Problem details —
Transcribe the data that follows, exactly and in full.

Collected data
[Start of section]

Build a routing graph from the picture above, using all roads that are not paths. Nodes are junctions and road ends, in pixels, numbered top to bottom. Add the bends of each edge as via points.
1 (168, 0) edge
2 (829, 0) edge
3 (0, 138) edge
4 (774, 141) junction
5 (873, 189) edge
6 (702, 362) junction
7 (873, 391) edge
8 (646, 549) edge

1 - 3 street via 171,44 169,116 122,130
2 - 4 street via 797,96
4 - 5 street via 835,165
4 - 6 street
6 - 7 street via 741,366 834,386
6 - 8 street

[End of section]

Problem solution —
Build a routing graph from the picture above, using all roads that are not paths. Nodes are junctions and road ends, in pixels, numbered top to bottom. Add the bends of each edge as via points.
1 (168, 0) edge
2 (829, 0) edge
3 (0, 138) edge
4 (774, 141) junction
5 (873, 189) edge
6 (702, 362) junction
7 (873, 391) edge
8 (646, 549) edge

1 - 3 street via 171,44 169,116 122,130
2 - 4 street via 797,96
4 - 5 street via 835,165
4 - 6 street
6 - 7 street via 741,366 834,386
6 - 8 street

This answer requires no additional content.